The seller’s market is the place to be in a capitalist society.  Last year, when we were looking for a house, it was a seller’s market.  Our realtor said he’d never seen inventory so low and staying so low.  We found a domicile we liked, but it was older and had obviously (only after moving in) been neglected.  The previous owners, it was clear, had simply let things go (and they were younger than us, and had no excuse).  When we asked for a new roof they had flat-out refused.  With no other options (our lease was about to expire) we agreed to take it on anyway.  We’ve been having the roof done in installments—and if you’ve been getting the record levels of rain that Pennsylvania has, you know our decision was, in a literal way, short-sighted.  Ah, capitalism!

So, just after I noticed the piles of sawdust that the web tells me are carpenter ants, the refrigerator died.  Of course.  I tried to keep cool.  We don’t have what the overlords call “liquidity.”  Our cashflow is dammed at the source, as it were.  A new major appliance was not a welcome addition to the fixer-ups that appear nearly every day.  The first warning was that my soy milk was room temperature when it splashed on the cereal yesterday.  All of this made me reflect on how much we rely on our appliances, our modern conveniences.  When talking to my mother later in the day, I realized that as recently as her generation not everyone had a refrigerator.  You could live without one.  You could also live without a dishwasher, believe it or not!  
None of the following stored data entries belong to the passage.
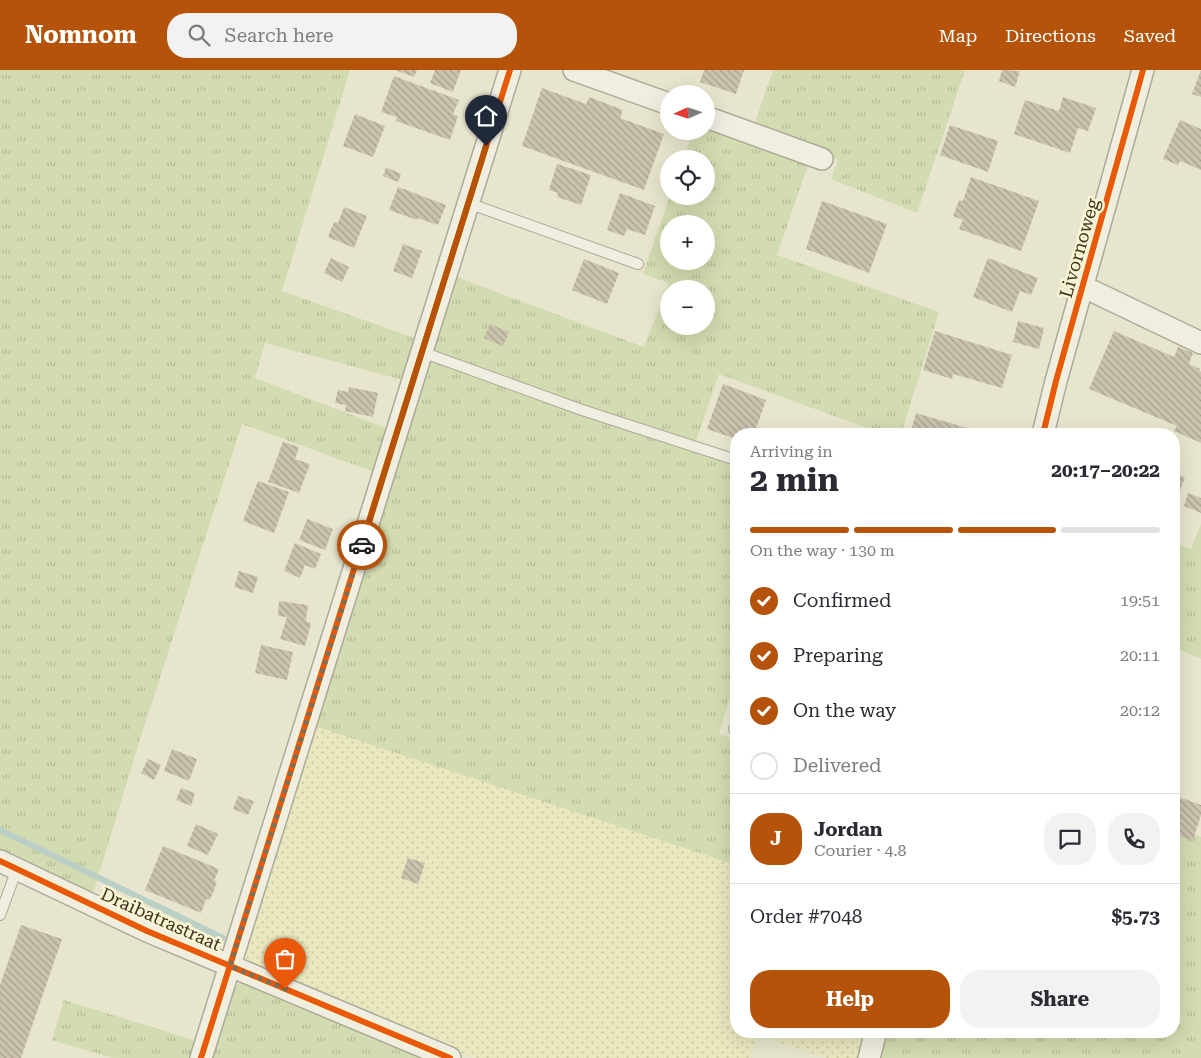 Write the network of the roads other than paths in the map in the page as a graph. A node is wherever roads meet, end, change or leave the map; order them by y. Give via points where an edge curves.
1 (510, 70) edge
2 (574, 70) edge
3 (1143, 70) edge
4 (660, 101) edge
5 (715, 120) edge
6 (822, 158) dead end
7 (468, 203) junction
8 (638, 264) dead end
9 (1084, 287) junction
10 (1201, 343) edge
11 (422, 352) junction
12 (1045, 428) edge
13 (730, 458) edge
14 (9, 865) edge
15 (0, 915) edge
16 (230, 966) junction
17 (874, 1038) edge
18 (201, 1058) edge
19 (450, 1058) edge
20 (869, 1058) edge

1 - 7 street
2 - 4 street
3 - 9 street, Livornoweg
5 - 6 street
7 - 8 lane
7 - 11 street
9 - 10 street
9 - 12 street, Livornoweg
11 - 13 lane via 582,410
11 - 16 street
14 - 15 lane
14 - 16 street, Draibatrastraat via 146,931
16 - 18 street
16 - 19 street, Draibatrastraat
17 - 20 street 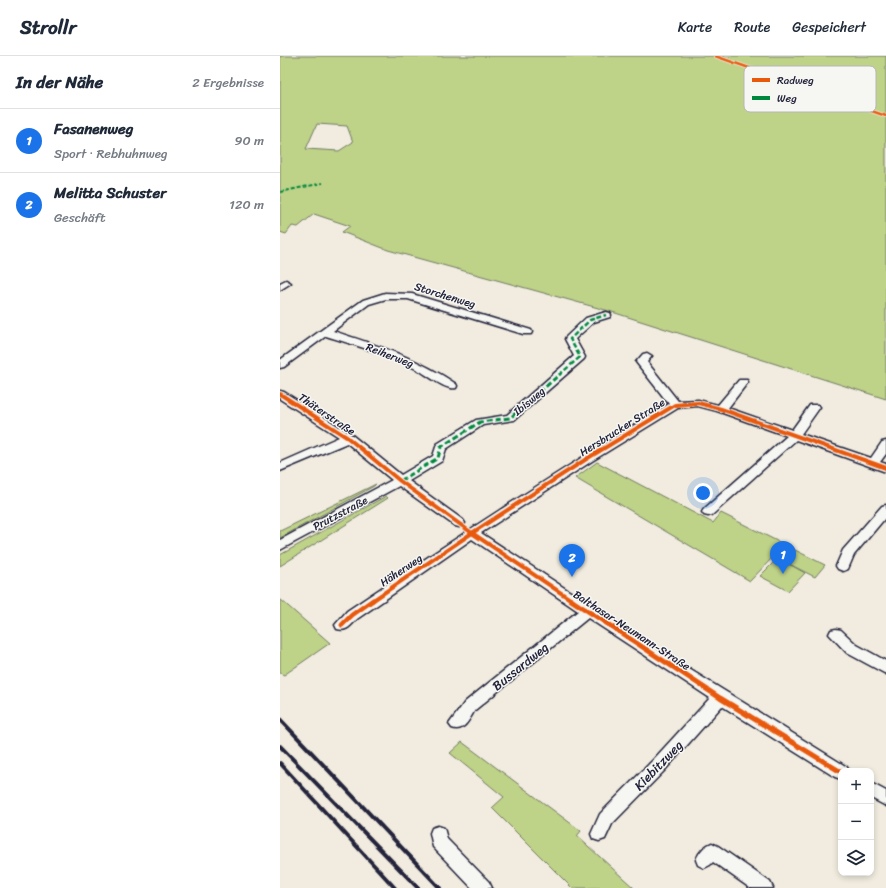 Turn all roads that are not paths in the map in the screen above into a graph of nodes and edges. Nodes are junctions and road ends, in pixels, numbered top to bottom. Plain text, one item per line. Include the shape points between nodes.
1 (606, 314) dead end
2 (325, 332) junction
3 (526, 332) dead end
4 (647, 356) dead end
5 (280, 365) edge
6 (743, 382) dead end
7 (452, 386) dead end
8 (280, 394) edge
9 (675, 405) junction
10 (814, 408) dead end
11 (721, 410) junction
12 (794, 436) junction
13 (348, 438) junction
14 (886, 445) edge
15 (873, 464) junction
16 (280, 466) edge
17 (886, 468) edge
18 (400, 481) junction
19 (886, 509) edge
20 (708, 512) dead end
21 (459, 523) dead end
22 (472, 533) junction
23 (280, 546) edge
24 (843, 566) dead end
25 (587, 612) junction
26 (342, 625) dead end
27 (836, 634) dead end
28 (886, 668) edge
29 (720, 698) junction
30 (457, 724) dead end
31 (838, 770) edge
32 (874, 792) edge
33 (886, 799) edge
34 (438, 833) dead end
35 (599, 834) dead end
36 (704, 860) dead end
37 (483, 888) edge
38 (764, 888) edge

1 - 18 street, Ibisweg via 590,320 570,339 580,357 510,418 480,422 441,447 438,458
2 - 3 street, Storchenweg via 372,299 401,295
2 - 5 street, Storchenweg
2 - 7 street, Reiherweg via 399,356 441,377
4 - 9 street, Hersbrucker Straße via 642,362
6 - 11 street
8 - 13 street, Thäterstraße
9 - 11 street, Hersbrucker Straße via 698,403
9 - 22 street, Hersbrucker Straße
10 - 12 street
11 - 12 street, Hersbrucker Straße
12 - 15 street, Hersbrucker Straße
12 - 20 street
13 - 16 street
13 - 18 street, Thäterstraße
14 - 15 street
15 - 17 street, Hersbrucker Straße
18 - 21 street
18 - 23 street, Prutzstraße
19 - 24 street via 848,553
22 - 25 street, Balthasar-Neumann-Straße
22 - 26 street, Häherweg via 352,615
25 - 29 street, Balthasar-Neumann-Straße
25 - 30 street, Bussardweg via 470,706
27 - 28 street via 852,649
29 - 31 street, Balthasar-Neumann-Straße
29 - 35 street, Kiebitzweg via 606,819
32 - 33 street
34 - 37 street via 439,842
36 - 38 street via 712,851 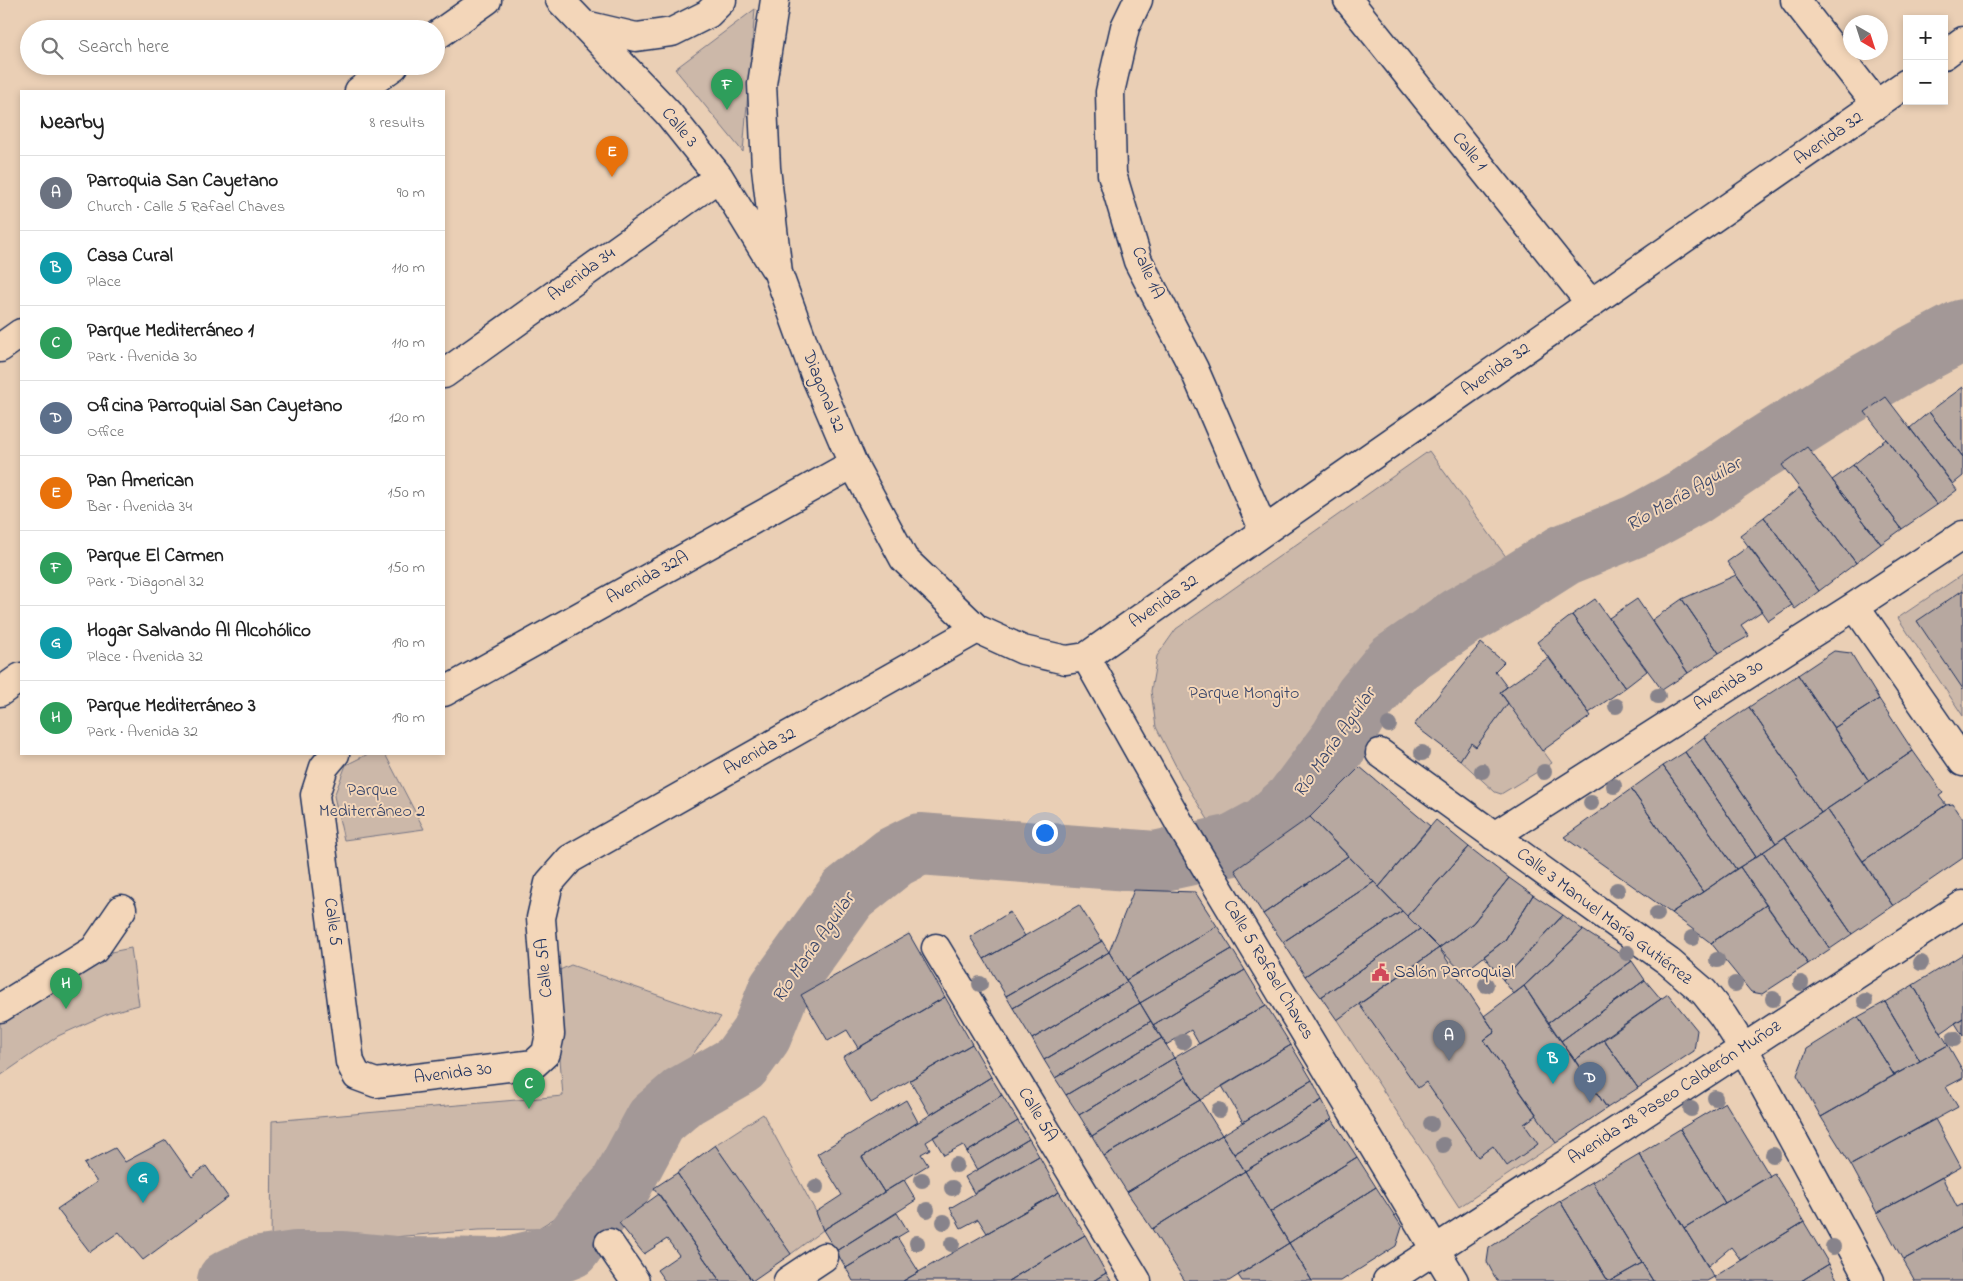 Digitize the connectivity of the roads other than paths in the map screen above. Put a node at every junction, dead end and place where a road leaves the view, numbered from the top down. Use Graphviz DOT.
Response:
graph roads {
  1 [pos="487,0"];
  2 [pos="560,0"];
  3 [pos="722,0"];
  4 [pos="775,0"];
  5 [pos="1138,0"];
  6 [pos="1348,0"];
  7 [pos="1795,0"];
  8 [pos="585,25"];
  9 [pos="445,30"];
  10 [pos="1963,41"];
  11 [pos="1948,52"];
  12 [pos="381,75"];
  13 [pos="1903,86"];
  14 [pos="360,90"];
  15 [pos="1878,105"];
  16 [pos="719,177"];
  17 [pos="778,273"];
  18 [pos="1591,304"];
  19 [pos="20,334"];
  20 [pos="0,348"];
  21 [pos="445,373"];
  22 [pos="853,464"];
  23 [pos="1264,531"];
  24 [pos="1963,534"];
  25 [pos="1855,606"];
  26 [pos="977,629"];
  27 [pos="1086,657"];
  28 [pos="20,678"];
  29 [pos="445,691"];
  30 [pos="0,692"];
  31 [pos="1380,753"];
  32 [pos="330,761"];
  33 [pos="1963,762"];
  34 [pos="1494,836"];
  35 [pos="549,884"];
  36 [pos="1963,905"];
  37 [pos="122,909"];
  38 [pos="936,948"];
  39 [pos="0,1008"];
  40 [pos="1744,1049"];
  41 [pos="546,1053"];
  42 [pos="357,1076"];
  43 [pos="609,1243"];
  44 [pos="1435,1249"];
  45 [pos="824,1257"];
  46 [pos="635,1281"];
  47 [pos="788,1281"];
  48 [pos="1138,1281"];
  49 [pos="1387,1281"];
  50 [pos="1454,1281"];
  51 [pos="1870,1281"];
  1 -- 9 [label="street"];
  2 -- 8 [label="street, Calle 3"];
  3 -- 8 [label="street"];
  4 -- 17 [label="street, Diagonal 32"];
  5 -- 23 [label="street, Calle 1A"];
  6 -- 18 [label="street, Calle 1"];
  7 -- 15 [label="street"];
  8 -- 16 [label="street, Calle 3"];
  10 -- 11 [label="street"];
  12 -- 14 [label="street"];
  13 -- 15 [label="street, Avenida 32"];
  15 -- 18 [label="street, Avenida 32"];
  16 -- 17 [label="street, Calle 3"];
  16 -- 21 [label="street, Avenida 34"];
  17 -- 22 [label="street, Diagonal 32"];
  18 -- 23 [label="street, Avenida 32"];
  19 -- 20 [label="street"];
  22 -- 26 [label="street, Diagonal 32"];
  22 -- 29 [label="street, Avenida 32A"];
  23 -- 27 [label="street, Avenida 32"];
  24 -- 25 [label="street, Avenida 30"];
  25 -- 33 [label="street"];
  25 -- 34 [label="street, Avenida 30"];
  26 -- 27 [label="street, Diagonal 32"];
  26 -- 35 [label="street, Avenida 32"];
  27 -- 44 [label="street, Calle 5 Rafael Chaves"];
  28 -- 30 [label="street"];
  31 -- 34 [label="street, Calle 3 Manuel María Gutiérrez"];
  32 -- 42 [label="street, Calle 5"];
  34 -- 40 [label="street, Calle 3 Manuel María Gutiérrez"];
  35 -- 41 [label="street, Calle 5A"];
  36 -- 40 [label="street, Avenida 28 Paseo Calderón Muñoz"];
  37 -- 39 [label="street"];
  38 -- 48 [label="street, Calle 5A"];
  40 -- 44 [label="street, Avenida 28 Paseo Calderón Muñoz"];
  40 -- 51 [label="street, Calle 3 Manuel María Gutiérrez"];
  41 -- 42 [label="street, Avenida 30"];
  43 -- 46 [label="street"];
  44 -- 49 [label="street, Avenida 28 Paseo Calderón Muñoz"];
  44 -- 50 [label="street, Calle 5 Rafael Chaves"];
  45 -- 47 [label="street"];
} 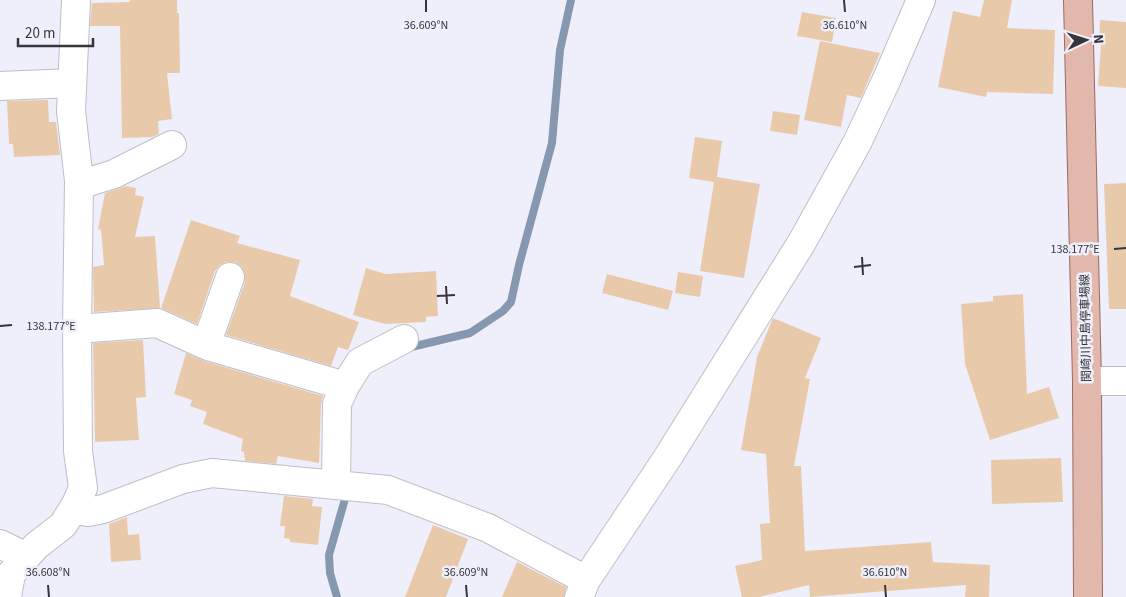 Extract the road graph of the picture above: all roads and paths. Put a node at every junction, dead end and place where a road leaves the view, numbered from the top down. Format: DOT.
graph roads {
  1 [pos="76,0"];
  2 [pos="921,0"];
  3 [pos="1078,0"];
  4 [pos="72,82"];
  5 [pos="0,86"];
  6 [pos="172,145"];
  7 [pos="79,185"];
  8 [pos="230,277"];
  9 [pos="77,329"];
  10 [pos="404,339"];
  11 [pos="206,345"];
  12 [pos="1087,381"];
  13 [pos="1126,381"];
  14 [pos="345,386"];
  15 [pos="336,485"];
  16 [pos="74,508"];
  17 [pos="0,544"];
  18 [pos="26,557"];
  19 [pos="582,589"];
  20 [pos="7,597"];
  21 [pos="1088,597"];
  1 -- 4 [label="street"];
  2 -- 19 [label="street"];
  3 -- 12 [label="main road, 関崎川中島停車場線"];
  4 -- 5 [label="street"];
  4 -- 7 [label="street"];
  6 -- 7 [label="street"];
  7 -- 9 [label="street"];
  8 -- 11 [label="street"];
  9 -- 11 [label="street"];
  9 -- 16 [label="street"];
  10 -- 14 [label="street"];
  11 -- 14 [label="street"];
  12 -- 13 [label="street"];
  12 -- 21 [label="main road, 関崎川中島停車場線"];
  14 -- 15 [label="street"];
  15 -- 16 [label="street"];
  15 -- 19 [label="street"];
  16 -- 18 [label="street"];
  17 -- 18 [label="street"];
  18 -- 20 [label="street"];
}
The whole episode of packing the food in ice sent me on a Calvino-esque reverie of what we keep in the refrigerator.  There are foods that must be kept cool or they’ll spoil, foods that are better if they’re kept cool but can be left at room temperature, foods that you prefer to drink cold but can be kept anywhere, and items which are technically not food.  Considering the state of our kitchen, there are also foods that you keep on top of the refrigerator because no amount of cupboard space is ever enough.  As the carpenter ants make their free lunch of our porch, we have to throw away food for which we paid because an appliance has come to the end of its life cycle.  And since it’s a holiday weekend we’ll pay for a more expensive replacement unit because it’s on a holiday sale.  For unlike my soy ice cream, I lack liquidity.